** About this task **
Go through the material below line by line and count those containing "dead". Write the count and nothing more.

** Extracted records **
--- START ---

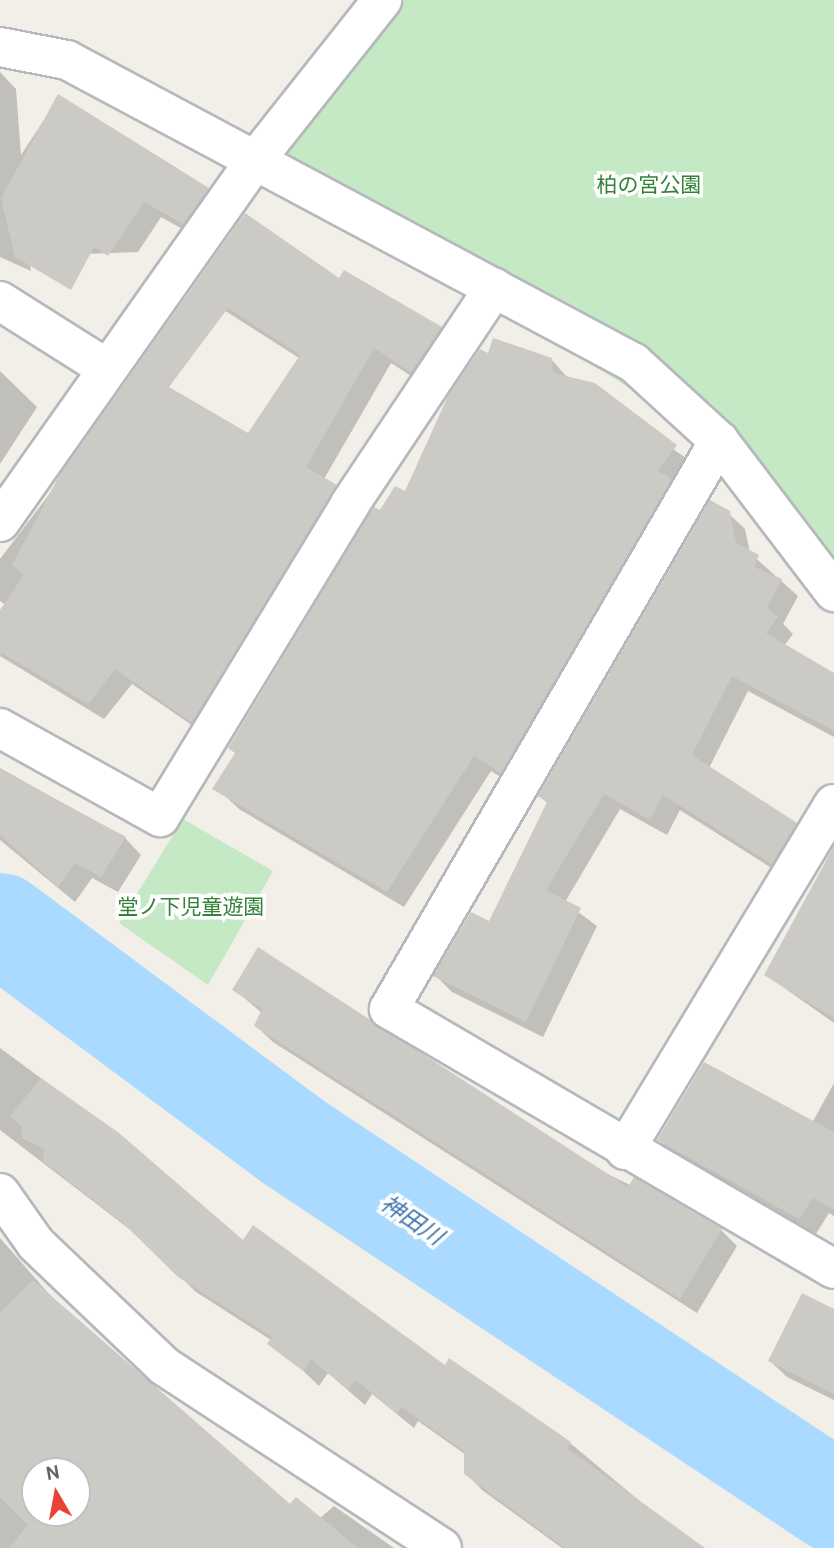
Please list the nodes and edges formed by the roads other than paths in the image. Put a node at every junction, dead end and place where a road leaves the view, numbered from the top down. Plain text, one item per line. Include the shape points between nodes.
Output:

--- END ---
--- START ---

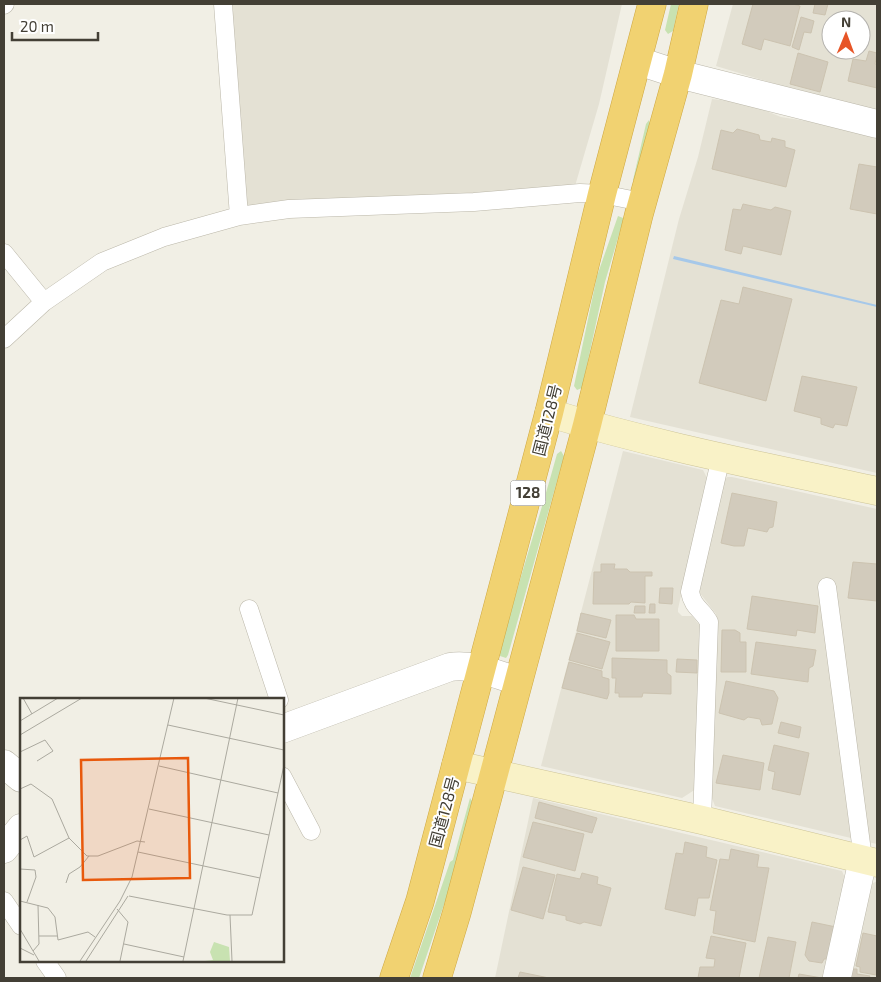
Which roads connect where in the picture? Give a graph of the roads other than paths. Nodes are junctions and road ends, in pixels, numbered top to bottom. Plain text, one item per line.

--- END ---
--- START ---

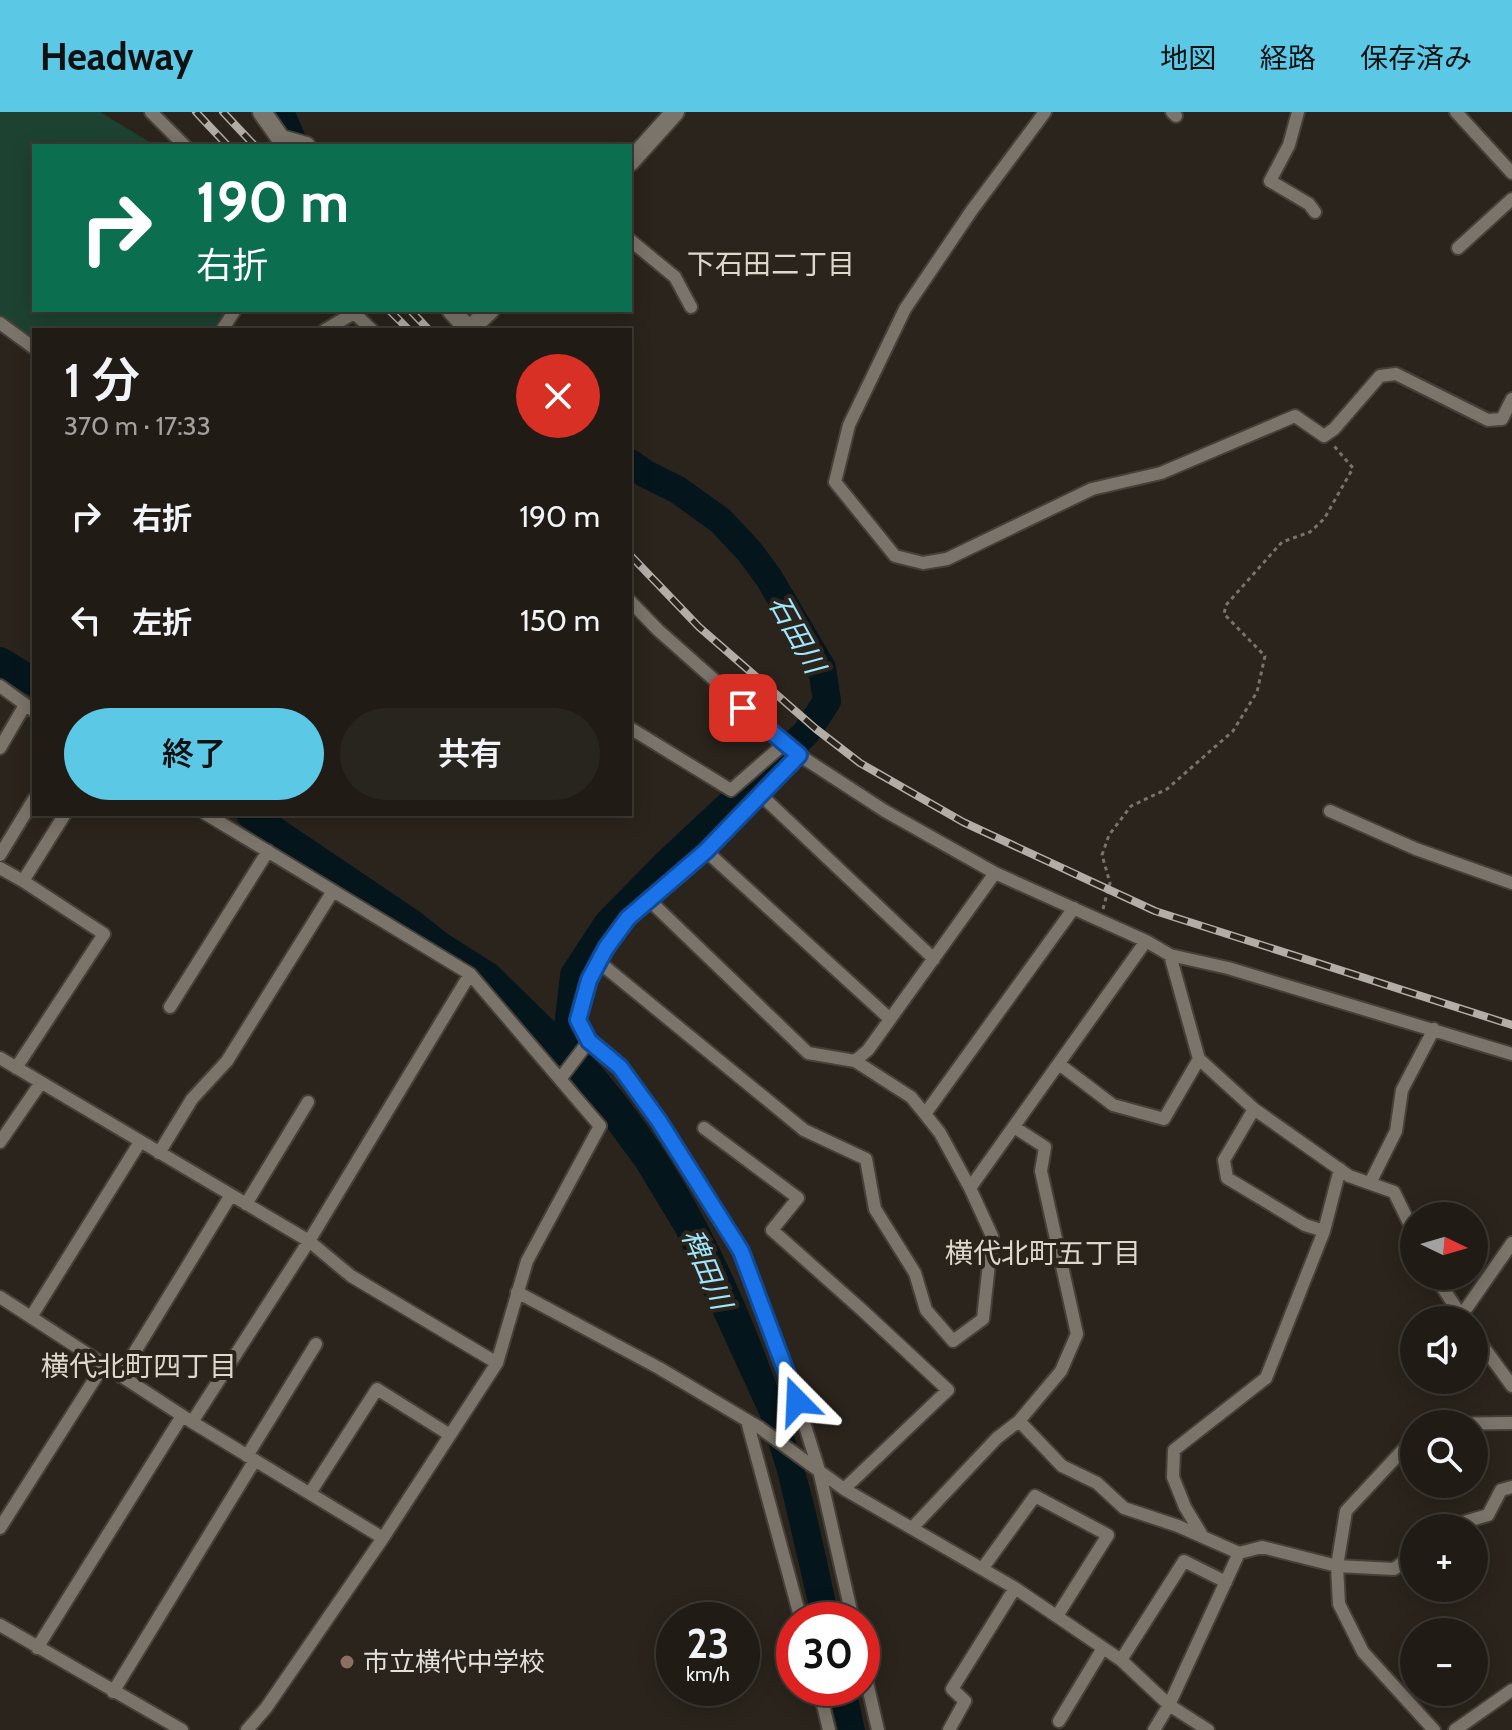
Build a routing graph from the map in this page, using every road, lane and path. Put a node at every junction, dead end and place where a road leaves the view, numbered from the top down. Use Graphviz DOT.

--- END ---

** Written solution **
2